-------- Excerpted data
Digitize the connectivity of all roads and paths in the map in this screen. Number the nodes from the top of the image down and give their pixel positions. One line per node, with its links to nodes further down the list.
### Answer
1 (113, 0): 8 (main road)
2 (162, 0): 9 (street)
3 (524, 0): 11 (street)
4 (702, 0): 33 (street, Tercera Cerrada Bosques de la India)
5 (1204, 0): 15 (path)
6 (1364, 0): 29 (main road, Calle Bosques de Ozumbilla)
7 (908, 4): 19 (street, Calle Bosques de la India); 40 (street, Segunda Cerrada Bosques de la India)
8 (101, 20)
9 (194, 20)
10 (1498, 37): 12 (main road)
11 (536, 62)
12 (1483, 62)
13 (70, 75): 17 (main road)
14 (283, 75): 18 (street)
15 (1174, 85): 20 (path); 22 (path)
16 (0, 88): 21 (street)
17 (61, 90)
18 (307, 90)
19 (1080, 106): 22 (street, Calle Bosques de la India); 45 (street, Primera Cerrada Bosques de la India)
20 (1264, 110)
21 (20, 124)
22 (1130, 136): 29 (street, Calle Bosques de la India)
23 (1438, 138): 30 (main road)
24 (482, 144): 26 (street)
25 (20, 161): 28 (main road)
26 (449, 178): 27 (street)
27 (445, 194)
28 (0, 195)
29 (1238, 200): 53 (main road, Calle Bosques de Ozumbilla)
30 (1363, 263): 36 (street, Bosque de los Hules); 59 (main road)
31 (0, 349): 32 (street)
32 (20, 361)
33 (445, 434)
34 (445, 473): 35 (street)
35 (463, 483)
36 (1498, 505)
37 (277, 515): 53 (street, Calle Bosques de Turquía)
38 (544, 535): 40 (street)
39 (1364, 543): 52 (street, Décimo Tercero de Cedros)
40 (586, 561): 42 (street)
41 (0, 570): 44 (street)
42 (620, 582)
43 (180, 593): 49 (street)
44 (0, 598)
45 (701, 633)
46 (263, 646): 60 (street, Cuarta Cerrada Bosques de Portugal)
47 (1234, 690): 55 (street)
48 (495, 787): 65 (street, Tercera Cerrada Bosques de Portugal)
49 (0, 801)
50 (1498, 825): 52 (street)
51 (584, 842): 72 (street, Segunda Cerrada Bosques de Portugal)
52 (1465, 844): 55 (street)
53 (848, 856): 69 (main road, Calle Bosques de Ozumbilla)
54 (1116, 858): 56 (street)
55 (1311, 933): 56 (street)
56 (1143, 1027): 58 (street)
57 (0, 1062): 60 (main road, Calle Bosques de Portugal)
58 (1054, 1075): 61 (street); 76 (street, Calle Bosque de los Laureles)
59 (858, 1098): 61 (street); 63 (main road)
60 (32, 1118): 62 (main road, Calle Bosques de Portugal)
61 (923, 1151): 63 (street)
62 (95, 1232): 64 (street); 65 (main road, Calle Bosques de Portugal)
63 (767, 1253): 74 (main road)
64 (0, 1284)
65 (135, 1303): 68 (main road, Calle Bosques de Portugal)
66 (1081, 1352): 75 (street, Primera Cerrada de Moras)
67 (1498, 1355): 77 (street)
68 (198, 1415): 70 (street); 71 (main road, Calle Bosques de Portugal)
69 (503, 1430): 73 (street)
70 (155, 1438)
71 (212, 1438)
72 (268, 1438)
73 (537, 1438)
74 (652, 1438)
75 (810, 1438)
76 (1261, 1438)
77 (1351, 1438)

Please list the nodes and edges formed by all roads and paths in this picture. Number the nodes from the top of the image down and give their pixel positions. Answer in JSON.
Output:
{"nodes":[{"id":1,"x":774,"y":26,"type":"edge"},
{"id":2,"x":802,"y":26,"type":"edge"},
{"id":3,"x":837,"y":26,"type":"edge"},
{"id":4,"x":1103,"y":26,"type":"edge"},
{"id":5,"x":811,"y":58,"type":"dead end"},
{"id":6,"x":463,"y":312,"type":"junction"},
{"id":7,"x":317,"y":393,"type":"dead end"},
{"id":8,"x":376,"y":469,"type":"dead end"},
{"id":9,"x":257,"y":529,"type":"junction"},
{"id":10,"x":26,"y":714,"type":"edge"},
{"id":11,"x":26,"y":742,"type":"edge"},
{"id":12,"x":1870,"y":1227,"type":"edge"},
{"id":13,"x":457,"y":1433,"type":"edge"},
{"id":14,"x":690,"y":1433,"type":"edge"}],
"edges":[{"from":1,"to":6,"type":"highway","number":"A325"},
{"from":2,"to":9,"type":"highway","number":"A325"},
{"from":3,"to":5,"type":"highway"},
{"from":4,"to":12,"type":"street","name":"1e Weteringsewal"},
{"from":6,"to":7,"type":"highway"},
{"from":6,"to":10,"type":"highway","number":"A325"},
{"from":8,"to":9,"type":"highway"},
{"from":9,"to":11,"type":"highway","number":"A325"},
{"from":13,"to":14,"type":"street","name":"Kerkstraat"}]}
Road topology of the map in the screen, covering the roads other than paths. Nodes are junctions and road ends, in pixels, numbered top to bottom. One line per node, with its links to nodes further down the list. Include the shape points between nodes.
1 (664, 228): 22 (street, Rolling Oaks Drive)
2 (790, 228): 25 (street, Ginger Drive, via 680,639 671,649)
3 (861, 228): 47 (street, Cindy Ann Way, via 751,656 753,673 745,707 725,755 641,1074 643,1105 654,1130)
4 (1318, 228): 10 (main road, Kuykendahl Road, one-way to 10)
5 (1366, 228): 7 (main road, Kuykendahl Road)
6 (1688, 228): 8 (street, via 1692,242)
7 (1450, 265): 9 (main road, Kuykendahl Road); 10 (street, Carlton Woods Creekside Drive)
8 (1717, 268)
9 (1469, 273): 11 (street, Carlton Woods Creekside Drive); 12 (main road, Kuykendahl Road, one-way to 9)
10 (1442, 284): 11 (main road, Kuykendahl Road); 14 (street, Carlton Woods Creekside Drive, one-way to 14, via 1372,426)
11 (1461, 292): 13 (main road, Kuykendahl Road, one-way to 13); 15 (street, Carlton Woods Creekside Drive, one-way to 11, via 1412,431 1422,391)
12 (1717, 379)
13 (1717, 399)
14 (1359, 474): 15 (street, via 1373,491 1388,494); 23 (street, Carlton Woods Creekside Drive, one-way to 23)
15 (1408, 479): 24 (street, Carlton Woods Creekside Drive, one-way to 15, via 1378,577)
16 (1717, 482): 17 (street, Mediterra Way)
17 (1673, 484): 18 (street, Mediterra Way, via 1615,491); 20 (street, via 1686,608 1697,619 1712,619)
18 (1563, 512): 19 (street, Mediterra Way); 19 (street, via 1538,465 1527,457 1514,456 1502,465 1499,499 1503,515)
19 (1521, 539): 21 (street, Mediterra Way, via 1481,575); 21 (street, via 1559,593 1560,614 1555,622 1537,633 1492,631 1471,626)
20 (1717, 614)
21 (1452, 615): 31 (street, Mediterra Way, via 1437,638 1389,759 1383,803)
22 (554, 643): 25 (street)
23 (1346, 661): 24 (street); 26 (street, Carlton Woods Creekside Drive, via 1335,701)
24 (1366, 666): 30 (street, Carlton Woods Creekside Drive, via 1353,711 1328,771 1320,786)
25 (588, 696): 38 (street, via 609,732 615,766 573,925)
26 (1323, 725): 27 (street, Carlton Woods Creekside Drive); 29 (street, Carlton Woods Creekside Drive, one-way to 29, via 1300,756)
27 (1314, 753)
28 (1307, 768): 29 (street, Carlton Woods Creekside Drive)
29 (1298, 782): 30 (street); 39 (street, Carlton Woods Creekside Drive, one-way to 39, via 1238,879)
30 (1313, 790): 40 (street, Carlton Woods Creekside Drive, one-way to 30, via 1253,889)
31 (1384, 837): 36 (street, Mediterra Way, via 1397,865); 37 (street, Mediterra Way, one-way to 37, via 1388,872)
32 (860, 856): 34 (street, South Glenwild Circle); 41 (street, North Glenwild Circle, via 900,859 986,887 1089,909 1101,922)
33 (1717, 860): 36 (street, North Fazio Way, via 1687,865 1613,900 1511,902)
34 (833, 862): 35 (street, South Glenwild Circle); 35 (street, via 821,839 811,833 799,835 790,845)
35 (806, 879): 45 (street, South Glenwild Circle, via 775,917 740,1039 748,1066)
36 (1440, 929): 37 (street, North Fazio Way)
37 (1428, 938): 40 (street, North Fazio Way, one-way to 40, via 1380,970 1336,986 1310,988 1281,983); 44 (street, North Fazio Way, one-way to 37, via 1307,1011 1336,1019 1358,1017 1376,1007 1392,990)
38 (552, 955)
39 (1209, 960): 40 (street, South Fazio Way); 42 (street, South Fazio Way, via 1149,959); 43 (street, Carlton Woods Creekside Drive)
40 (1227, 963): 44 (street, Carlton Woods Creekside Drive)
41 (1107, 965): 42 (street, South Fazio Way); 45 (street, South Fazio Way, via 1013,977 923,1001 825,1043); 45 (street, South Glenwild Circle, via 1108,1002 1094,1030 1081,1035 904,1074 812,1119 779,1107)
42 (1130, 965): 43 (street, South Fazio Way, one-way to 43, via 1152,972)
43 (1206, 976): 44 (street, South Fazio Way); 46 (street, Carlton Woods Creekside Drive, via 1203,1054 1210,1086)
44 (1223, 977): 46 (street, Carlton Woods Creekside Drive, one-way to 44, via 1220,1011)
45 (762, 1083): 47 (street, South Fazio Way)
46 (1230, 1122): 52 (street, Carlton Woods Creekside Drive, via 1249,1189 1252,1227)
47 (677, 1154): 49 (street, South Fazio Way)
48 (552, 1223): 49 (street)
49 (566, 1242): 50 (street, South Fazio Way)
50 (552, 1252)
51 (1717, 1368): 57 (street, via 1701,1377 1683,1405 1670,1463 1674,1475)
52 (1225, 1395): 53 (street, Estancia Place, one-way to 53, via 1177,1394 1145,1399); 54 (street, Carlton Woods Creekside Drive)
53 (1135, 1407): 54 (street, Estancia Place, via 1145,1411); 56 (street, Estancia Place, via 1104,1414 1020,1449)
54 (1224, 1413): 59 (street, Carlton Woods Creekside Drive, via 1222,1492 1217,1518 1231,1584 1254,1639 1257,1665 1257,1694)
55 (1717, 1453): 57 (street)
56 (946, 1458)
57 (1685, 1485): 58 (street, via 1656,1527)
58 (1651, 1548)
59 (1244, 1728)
----------------
*Exercise goal*
For each line in the records that holds "screen", show that line as it stands.

*Written response*
Digitize the connectivity of all roads and paths in the map in this screen. Number the nodes from the top of the image down and give their pixel positions. One line per node, with its links to nodes further down the list.
Road topology of the map in the screen, covering the roads other than paths. Nodes are junctions and road ends, in pixels, numbered top to bottom. One line per node, with its links to nodes further down the list. Include the shape points between nodes.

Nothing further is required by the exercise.